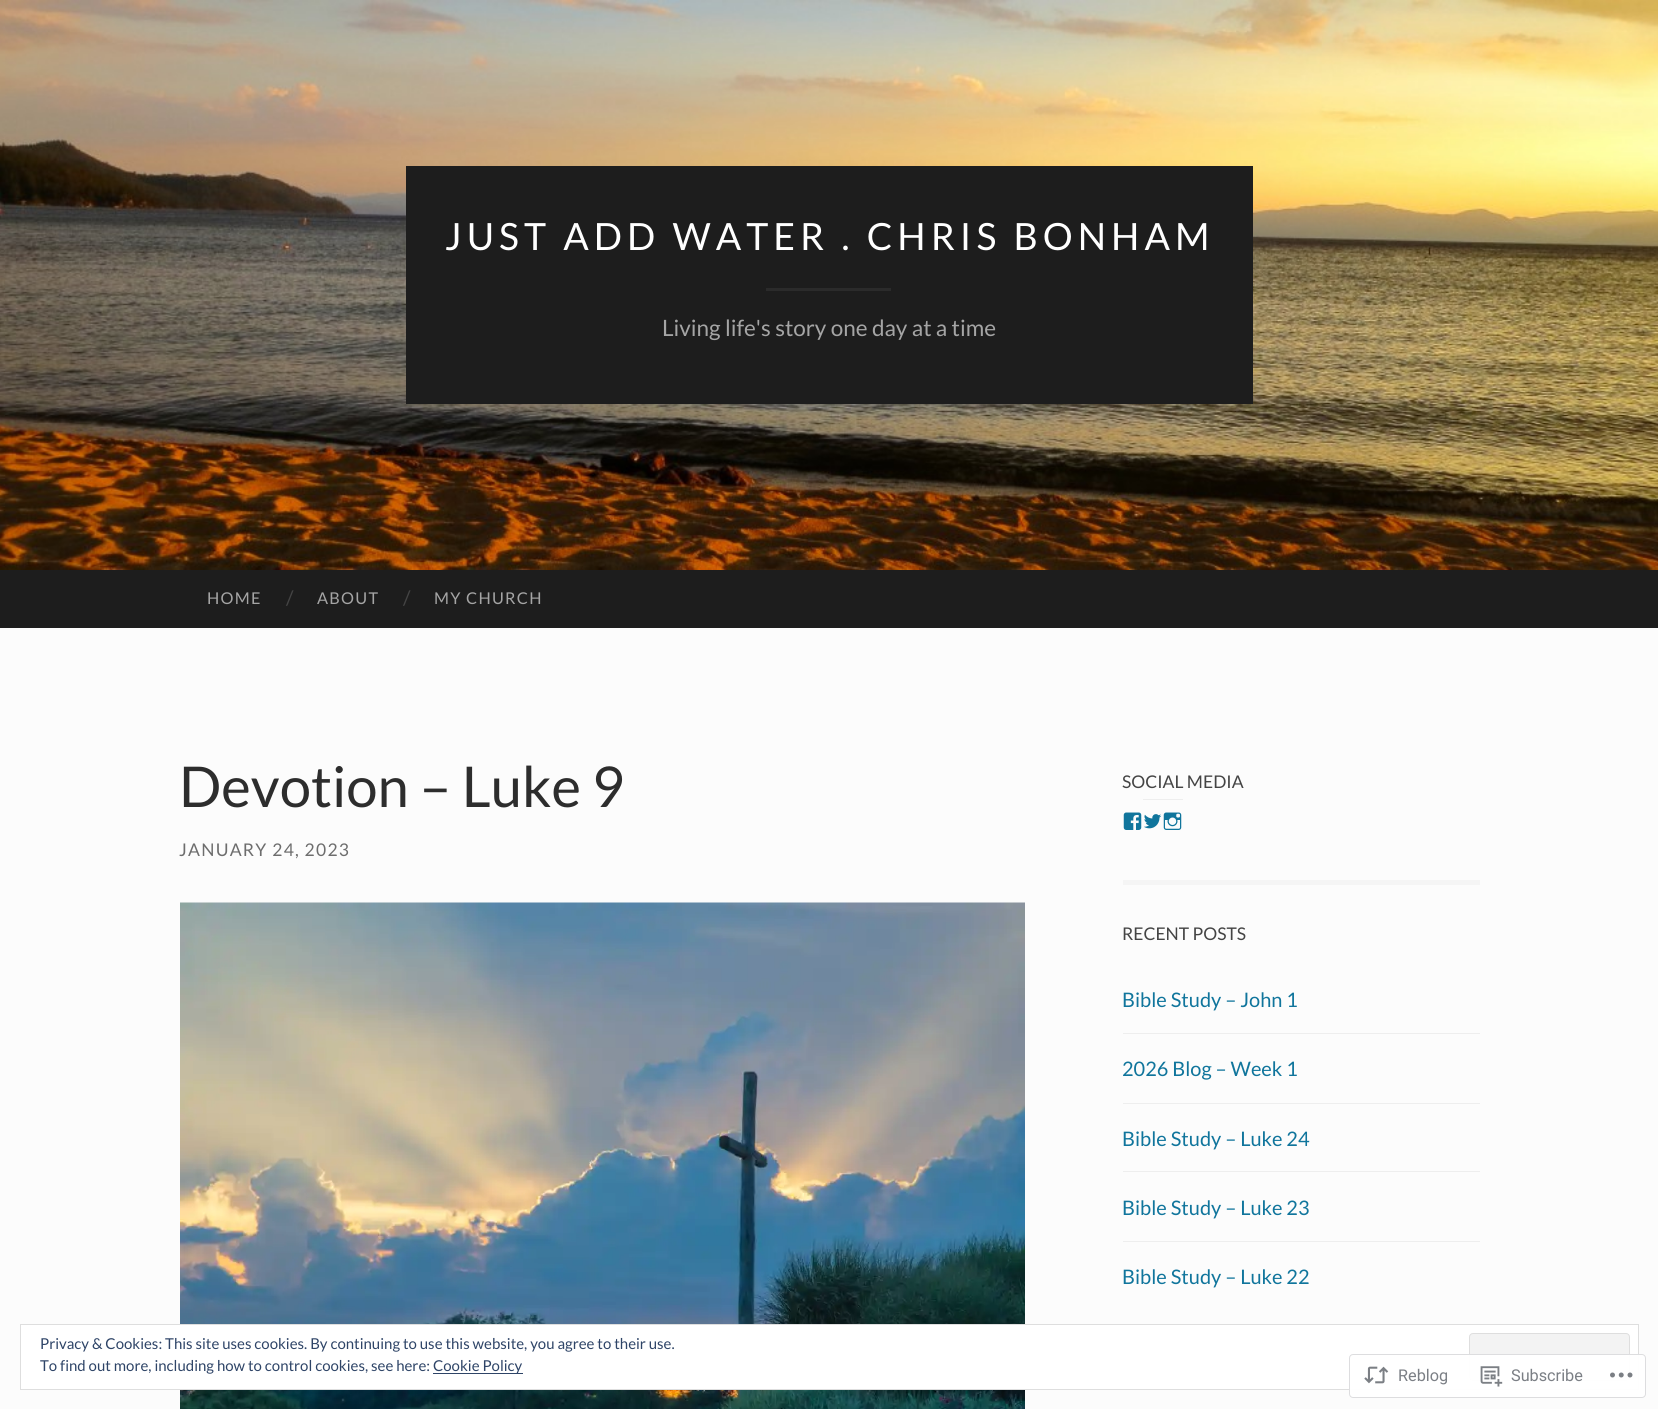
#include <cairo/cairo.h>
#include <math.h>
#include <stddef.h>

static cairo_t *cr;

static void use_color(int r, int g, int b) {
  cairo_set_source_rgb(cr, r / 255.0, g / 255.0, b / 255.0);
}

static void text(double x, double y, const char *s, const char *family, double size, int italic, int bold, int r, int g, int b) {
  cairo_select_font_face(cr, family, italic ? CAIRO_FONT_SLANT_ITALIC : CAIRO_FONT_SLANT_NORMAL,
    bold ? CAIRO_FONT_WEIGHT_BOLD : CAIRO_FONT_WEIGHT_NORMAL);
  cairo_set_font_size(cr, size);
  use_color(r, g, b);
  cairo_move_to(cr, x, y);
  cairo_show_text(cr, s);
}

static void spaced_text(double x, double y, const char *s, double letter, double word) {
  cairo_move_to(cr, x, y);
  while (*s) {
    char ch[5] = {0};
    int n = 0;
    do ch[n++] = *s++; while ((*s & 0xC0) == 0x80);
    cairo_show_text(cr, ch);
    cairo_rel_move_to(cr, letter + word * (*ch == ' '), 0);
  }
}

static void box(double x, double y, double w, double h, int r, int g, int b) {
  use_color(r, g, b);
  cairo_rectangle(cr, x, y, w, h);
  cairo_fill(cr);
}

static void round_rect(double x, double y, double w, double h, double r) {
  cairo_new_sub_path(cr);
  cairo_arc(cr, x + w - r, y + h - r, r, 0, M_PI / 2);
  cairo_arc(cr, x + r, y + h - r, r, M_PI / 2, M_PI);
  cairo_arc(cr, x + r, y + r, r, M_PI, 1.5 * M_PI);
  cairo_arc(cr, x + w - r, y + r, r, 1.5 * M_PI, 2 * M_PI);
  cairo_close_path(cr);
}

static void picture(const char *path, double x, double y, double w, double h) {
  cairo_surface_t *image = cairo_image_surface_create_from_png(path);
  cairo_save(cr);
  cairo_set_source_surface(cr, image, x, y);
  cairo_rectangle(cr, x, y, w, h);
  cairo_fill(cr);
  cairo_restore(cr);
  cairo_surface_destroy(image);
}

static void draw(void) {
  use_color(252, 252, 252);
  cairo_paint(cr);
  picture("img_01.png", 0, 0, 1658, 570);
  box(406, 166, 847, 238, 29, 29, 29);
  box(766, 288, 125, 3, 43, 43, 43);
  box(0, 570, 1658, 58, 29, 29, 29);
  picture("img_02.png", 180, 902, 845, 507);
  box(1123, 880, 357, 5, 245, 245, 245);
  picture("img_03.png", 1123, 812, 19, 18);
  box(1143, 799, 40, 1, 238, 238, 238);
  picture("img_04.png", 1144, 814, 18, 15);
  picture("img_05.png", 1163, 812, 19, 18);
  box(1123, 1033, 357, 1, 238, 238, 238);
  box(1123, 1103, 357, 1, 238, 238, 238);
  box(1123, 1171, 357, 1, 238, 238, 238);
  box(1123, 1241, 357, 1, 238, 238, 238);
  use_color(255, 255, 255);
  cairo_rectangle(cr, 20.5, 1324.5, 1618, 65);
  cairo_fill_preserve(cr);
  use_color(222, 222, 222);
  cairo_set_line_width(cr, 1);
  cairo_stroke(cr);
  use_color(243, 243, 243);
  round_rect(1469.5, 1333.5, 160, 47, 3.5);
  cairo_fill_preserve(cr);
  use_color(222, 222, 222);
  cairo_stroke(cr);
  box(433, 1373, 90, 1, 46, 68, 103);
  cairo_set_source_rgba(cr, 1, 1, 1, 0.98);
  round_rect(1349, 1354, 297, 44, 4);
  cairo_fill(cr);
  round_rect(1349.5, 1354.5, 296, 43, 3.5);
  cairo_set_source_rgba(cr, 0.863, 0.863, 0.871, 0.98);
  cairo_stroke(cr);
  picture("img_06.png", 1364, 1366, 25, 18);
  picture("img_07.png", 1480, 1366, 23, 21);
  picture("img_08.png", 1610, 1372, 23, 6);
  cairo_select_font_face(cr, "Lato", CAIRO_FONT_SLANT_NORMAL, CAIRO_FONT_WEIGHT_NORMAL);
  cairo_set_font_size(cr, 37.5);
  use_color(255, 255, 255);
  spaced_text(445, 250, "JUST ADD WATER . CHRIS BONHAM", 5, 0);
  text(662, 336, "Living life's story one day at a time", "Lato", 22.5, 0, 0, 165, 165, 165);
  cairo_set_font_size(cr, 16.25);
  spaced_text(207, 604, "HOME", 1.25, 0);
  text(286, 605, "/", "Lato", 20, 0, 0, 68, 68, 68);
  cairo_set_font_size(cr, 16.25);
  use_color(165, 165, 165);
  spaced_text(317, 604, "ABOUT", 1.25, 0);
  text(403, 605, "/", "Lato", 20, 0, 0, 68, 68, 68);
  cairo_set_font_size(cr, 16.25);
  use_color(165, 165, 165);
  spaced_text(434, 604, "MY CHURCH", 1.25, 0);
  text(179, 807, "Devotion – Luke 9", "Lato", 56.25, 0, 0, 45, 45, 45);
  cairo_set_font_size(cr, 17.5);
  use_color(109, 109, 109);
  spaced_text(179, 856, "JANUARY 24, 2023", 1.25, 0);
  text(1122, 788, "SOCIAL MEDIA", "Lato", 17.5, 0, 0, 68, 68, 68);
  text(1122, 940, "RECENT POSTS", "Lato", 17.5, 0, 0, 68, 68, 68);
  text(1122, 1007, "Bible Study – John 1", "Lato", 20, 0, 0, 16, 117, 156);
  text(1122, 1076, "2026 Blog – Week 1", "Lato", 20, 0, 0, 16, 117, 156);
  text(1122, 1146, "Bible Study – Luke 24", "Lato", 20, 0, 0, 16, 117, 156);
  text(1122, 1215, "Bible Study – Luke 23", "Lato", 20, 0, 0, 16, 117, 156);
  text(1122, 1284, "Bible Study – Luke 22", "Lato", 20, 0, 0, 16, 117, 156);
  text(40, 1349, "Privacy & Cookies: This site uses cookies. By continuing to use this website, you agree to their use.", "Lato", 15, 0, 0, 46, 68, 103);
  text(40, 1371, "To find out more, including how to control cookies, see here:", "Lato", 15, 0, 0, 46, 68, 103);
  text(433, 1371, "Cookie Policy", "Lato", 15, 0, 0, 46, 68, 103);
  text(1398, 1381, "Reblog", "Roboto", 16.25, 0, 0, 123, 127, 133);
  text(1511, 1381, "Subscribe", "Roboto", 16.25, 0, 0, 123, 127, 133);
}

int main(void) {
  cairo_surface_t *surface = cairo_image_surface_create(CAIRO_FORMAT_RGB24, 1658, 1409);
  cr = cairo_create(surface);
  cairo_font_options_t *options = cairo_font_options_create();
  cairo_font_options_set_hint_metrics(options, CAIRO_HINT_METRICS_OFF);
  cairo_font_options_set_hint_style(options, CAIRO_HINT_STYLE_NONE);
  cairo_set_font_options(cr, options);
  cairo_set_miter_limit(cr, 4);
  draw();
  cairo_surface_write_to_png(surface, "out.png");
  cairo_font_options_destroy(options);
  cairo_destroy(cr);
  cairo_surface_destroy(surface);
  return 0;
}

____________

§ Required work:
Once the line with "cairo_font_options_t *options = cairo_font_options_create();" is found in the records above, print exactly that line and every line after it through the line with "cairo_set_font_options(cr, options);".

§ Exercise result:
  cairo_font_options_t *options = cairo_font_options_create();
  cairo_font_options_set_hint_metrics(options, CAIRO_HINT_METRICS_OFF);
  cairo_font_options_set_hint_style(options, CAIRO_HINT_STYLE_NONE);
  cairo_set_font_options(cr, options);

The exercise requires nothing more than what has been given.